Sociocultural and economic significance in the harvest of the pitaya sahuira (Stenocereus montanus) in Sinaloa, Mexico
Keywords:wild edible plants, wild fruits, Stenocereus queretaroensis
Pitayas (Stenocereus spp.) are one of the most important wild plants in Mexico; however, there are few studies that evaluate the harvest value and commercialization of local species. This research records the sociocultural and economic importance of the harvest of pitaya sahuira (Stenocereus montanus) in two localities of the state of Sinaloa, Mexico: 1) San José del Llano, Badiraguato, and 2) several small communities in the municipality of Choix. Semi-structured surveys and participatory evaluation were carried out with different people who harvest and market the pitaya fruits during the production season to document the harvest method, productivity, commercial value, fruit destination, cultural perceptions, and the differences between both regions. In both localities, daily harvests are made, and it constitutes the main economic activity during the production season, about 40 to 50 days between May and July.

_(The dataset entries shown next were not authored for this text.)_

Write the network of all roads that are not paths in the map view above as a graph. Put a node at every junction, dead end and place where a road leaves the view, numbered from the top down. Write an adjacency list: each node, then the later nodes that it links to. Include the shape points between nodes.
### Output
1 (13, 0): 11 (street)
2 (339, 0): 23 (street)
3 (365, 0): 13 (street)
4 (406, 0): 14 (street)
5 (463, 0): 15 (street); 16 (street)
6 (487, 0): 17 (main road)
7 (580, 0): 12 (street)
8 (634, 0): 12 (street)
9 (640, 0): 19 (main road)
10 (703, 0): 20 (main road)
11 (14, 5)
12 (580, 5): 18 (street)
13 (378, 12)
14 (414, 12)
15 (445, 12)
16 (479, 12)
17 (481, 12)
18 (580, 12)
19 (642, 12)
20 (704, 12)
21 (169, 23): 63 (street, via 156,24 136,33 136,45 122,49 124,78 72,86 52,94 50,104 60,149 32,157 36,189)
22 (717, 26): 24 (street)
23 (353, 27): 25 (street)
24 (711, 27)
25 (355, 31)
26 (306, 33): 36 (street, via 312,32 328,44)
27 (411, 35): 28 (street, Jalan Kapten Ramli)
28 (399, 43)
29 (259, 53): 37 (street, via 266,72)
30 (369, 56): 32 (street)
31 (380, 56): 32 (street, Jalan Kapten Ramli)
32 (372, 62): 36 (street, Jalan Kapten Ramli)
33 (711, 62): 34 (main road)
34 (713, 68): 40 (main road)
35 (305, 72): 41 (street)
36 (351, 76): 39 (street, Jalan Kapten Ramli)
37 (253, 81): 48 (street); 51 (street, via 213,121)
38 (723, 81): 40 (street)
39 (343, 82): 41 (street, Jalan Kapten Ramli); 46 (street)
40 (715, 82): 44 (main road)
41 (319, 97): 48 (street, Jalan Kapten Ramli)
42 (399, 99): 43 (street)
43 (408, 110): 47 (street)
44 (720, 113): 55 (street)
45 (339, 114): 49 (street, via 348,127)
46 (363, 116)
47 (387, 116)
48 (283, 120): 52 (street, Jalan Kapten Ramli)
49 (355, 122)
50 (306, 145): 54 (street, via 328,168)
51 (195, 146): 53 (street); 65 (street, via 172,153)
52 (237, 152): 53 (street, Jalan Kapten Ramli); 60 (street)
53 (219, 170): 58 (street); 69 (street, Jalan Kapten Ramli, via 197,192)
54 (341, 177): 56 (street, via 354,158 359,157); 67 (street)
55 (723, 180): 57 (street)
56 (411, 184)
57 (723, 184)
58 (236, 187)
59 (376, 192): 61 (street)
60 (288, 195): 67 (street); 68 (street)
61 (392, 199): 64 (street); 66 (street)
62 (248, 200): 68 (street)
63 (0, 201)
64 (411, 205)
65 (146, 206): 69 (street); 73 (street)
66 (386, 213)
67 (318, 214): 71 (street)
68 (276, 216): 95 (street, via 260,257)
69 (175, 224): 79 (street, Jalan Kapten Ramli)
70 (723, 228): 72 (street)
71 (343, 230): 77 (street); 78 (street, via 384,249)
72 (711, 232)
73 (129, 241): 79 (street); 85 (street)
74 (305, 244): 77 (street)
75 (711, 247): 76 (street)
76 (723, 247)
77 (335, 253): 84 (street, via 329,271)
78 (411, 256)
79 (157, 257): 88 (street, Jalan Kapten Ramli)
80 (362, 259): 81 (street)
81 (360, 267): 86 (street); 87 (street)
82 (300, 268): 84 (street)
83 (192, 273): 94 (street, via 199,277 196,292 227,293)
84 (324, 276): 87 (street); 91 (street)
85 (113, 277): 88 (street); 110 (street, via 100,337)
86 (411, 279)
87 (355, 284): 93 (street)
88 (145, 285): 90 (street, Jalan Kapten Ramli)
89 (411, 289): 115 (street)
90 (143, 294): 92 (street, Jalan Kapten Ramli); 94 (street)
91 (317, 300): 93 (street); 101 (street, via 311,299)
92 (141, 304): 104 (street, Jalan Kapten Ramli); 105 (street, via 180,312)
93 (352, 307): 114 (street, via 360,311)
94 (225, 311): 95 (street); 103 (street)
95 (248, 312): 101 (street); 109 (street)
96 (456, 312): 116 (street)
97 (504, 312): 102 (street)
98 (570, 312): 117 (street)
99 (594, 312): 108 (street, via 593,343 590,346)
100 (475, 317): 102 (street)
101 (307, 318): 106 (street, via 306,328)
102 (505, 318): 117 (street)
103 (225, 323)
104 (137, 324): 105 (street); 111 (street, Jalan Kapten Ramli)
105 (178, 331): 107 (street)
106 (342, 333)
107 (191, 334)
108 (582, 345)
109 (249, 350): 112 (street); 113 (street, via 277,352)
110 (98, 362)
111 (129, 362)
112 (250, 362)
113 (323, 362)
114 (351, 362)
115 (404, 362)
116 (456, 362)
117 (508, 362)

In San José, the harvest is carried out by men and women, while in Choix, it is practically exclusive by men. Higher productivity was recorded in San José, reflected by a greater amount of daily fruit harvested in a workday; however, in Choix, the fruit has a higher sales value, which balances the estimated annual earnings of around 1,940 dollars per harvester (~40,000.00 Mexican pesos). Given its great commercial value, it is necessary to implement cultivation and domestication strategies at the local level, as a regional economic alternative and to reduce the pressure on native populations. This work incorporates additional evidence on the great cultural and economic importance of the genus Stenocereus in Mexico and motivates the design of better strategies for sustainable use and the revaluation of this biocultural heritage.